> **Material supplied**
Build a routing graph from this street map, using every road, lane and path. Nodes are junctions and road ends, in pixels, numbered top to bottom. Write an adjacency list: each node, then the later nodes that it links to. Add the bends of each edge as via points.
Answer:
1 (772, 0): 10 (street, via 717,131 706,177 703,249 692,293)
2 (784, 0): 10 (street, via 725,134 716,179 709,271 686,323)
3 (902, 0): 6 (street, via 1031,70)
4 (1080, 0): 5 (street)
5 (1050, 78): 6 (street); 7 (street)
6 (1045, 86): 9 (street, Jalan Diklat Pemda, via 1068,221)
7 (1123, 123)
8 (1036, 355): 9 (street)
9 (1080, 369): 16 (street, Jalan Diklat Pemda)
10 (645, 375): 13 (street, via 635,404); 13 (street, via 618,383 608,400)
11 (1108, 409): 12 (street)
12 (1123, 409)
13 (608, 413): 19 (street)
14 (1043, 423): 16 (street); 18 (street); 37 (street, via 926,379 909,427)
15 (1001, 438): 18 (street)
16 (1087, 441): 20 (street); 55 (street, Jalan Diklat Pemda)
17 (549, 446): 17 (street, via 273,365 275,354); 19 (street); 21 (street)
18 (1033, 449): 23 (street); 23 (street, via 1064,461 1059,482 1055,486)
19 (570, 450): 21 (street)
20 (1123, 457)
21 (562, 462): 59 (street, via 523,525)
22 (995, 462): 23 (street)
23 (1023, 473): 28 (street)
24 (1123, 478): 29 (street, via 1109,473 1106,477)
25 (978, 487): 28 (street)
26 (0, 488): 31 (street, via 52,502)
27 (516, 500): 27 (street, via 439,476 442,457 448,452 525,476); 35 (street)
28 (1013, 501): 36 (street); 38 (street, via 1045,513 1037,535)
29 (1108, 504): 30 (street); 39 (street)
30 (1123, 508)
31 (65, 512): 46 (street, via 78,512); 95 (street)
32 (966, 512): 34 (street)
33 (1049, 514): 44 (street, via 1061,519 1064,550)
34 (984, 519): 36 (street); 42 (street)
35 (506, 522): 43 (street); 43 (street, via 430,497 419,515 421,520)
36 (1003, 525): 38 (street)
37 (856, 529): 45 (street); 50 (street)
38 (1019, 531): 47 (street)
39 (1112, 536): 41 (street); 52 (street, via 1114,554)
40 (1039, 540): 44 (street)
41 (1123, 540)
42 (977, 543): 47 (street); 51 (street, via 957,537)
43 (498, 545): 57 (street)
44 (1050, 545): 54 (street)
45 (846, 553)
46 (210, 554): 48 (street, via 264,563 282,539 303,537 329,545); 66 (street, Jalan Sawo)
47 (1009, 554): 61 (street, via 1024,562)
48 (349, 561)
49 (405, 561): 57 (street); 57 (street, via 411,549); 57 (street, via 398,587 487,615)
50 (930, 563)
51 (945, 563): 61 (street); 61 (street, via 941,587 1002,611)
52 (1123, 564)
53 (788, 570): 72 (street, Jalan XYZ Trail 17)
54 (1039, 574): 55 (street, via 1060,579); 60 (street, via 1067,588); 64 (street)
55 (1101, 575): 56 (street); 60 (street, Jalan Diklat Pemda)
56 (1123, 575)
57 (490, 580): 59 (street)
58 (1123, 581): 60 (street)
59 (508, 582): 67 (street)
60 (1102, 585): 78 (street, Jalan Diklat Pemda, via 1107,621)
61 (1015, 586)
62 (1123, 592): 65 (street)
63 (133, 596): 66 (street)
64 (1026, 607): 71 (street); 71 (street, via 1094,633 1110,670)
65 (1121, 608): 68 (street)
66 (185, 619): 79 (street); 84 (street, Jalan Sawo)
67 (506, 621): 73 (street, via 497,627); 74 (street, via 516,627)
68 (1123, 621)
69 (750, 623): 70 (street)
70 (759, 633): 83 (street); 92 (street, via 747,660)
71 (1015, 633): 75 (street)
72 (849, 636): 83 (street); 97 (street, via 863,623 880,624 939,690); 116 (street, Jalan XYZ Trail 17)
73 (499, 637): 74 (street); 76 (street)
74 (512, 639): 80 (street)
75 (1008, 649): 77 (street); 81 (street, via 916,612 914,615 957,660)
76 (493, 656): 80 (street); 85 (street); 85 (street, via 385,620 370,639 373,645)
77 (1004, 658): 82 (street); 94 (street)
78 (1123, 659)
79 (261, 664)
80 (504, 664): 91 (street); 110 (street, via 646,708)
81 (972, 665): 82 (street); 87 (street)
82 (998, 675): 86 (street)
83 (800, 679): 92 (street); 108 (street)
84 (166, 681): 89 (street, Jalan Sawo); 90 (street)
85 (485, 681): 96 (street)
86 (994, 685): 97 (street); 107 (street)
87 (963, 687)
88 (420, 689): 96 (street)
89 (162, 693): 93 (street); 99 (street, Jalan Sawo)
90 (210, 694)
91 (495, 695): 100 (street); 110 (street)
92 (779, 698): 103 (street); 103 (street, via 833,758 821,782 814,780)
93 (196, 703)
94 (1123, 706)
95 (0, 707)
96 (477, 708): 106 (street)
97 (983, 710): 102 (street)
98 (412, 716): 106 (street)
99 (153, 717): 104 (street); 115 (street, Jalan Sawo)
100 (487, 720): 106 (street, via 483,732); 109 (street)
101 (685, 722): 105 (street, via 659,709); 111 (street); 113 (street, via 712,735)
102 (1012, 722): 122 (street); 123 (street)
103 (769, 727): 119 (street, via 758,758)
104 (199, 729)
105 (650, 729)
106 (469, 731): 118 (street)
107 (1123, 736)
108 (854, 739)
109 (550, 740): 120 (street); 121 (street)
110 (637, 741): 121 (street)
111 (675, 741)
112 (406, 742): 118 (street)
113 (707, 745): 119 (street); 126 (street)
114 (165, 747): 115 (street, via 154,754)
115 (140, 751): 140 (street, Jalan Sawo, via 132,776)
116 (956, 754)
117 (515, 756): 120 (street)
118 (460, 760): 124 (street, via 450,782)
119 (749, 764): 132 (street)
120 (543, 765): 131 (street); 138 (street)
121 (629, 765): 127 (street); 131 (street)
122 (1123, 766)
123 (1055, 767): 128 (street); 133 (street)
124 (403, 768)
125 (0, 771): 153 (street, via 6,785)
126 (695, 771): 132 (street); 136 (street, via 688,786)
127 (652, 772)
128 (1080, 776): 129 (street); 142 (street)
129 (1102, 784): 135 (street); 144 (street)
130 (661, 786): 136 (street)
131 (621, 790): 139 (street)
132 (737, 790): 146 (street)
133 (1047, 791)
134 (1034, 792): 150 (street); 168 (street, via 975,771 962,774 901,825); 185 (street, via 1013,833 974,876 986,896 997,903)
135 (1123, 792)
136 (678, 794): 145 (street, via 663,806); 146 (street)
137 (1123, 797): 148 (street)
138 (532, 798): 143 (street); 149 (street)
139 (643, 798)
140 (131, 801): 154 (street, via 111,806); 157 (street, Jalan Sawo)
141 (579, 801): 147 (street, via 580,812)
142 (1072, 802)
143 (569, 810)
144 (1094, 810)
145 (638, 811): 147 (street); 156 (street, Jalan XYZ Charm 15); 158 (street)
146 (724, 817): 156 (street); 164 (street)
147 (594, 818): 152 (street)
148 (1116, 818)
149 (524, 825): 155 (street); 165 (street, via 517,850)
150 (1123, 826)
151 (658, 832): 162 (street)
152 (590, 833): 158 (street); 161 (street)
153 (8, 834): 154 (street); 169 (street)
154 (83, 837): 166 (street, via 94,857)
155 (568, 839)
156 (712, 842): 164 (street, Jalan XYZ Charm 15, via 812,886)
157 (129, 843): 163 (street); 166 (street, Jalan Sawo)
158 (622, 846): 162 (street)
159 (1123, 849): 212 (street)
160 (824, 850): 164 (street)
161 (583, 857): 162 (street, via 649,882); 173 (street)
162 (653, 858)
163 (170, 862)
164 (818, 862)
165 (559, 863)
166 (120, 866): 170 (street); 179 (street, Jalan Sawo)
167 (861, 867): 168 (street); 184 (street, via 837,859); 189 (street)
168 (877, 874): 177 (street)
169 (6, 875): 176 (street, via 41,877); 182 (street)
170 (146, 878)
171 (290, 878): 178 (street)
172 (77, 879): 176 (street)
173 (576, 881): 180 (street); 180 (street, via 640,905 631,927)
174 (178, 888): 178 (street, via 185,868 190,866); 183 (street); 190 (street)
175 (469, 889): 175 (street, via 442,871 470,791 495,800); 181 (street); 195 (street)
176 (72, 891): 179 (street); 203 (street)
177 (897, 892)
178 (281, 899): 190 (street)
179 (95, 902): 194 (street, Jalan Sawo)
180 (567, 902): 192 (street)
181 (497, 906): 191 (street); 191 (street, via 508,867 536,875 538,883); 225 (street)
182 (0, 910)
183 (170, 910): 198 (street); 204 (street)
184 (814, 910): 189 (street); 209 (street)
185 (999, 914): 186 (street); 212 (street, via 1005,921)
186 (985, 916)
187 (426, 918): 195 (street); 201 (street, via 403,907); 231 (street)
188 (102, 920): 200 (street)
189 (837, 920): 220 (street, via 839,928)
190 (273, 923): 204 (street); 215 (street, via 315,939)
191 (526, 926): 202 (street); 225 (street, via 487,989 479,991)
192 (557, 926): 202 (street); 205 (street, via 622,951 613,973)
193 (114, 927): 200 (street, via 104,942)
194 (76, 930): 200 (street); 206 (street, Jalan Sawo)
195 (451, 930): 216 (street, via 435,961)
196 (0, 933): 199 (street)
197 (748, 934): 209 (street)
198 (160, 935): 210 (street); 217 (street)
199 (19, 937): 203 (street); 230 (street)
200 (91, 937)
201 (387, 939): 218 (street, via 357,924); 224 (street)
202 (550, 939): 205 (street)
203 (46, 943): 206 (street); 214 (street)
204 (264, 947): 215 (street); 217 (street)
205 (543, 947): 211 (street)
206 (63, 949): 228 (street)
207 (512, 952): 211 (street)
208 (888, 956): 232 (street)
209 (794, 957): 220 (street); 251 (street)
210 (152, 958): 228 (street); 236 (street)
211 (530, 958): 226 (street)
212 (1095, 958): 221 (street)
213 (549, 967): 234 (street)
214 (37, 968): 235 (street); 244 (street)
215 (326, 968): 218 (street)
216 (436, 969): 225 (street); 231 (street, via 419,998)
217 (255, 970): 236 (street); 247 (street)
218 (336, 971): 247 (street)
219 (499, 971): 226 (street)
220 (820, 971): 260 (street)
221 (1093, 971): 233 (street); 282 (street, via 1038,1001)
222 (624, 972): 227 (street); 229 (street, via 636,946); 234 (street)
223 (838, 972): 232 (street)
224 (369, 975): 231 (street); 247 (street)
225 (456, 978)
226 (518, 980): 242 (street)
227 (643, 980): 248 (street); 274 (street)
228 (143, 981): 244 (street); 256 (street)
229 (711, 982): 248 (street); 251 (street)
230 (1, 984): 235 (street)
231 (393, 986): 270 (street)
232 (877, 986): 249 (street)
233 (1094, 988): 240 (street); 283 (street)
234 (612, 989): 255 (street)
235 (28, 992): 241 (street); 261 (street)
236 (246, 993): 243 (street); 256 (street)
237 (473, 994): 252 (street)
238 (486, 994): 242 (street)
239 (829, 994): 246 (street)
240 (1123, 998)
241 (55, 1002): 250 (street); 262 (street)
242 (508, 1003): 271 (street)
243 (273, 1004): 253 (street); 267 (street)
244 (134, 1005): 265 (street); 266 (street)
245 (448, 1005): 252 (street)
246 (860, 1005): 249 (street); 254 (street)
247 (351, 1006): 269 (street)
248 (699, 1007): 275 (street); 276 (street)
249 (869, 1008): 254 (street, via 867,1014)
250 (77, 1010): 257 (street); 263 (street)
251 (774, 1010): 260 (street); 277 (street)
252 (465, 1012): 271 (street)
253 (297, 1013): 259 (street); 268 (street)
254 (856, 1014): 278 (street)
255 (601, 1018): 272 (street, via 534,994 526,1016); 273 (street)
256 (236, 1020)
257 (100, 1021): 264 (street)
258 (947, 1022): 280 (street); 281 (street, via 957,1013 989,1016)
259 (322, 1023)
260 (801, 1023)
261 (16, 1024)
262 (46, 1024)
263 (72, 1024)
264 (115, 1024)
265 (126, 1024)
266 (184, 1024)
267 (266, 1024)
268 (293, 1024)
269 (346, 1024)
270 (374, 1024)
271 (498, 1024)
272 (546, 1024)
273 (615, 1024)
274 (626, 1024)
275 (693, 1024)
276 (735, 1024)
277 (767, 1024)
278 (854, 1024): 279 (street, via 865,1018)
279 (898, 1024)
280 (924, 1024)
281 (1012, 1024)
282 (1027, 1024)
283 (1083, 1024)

> **Problem requirements**
Go through the listing above, and whenever a line holds the word "Pemda", copy it.

> **Answer box**
6 (1045, 86): 9 (street, Jalan Diklat Pemda, via 1068,221)
9 (1080, 369): 16 (street, Jalan Diklat Pemda)
16 (1087, 441): 20 (street); 55 (street, Jalan Diklat Pemda)
55 (1101, 575): 56 (street); 60 (street, Jalan Diklat Pemda)
60 (1102, 585): 78 (street, Jalan Diklat Pemda, via 1107,621)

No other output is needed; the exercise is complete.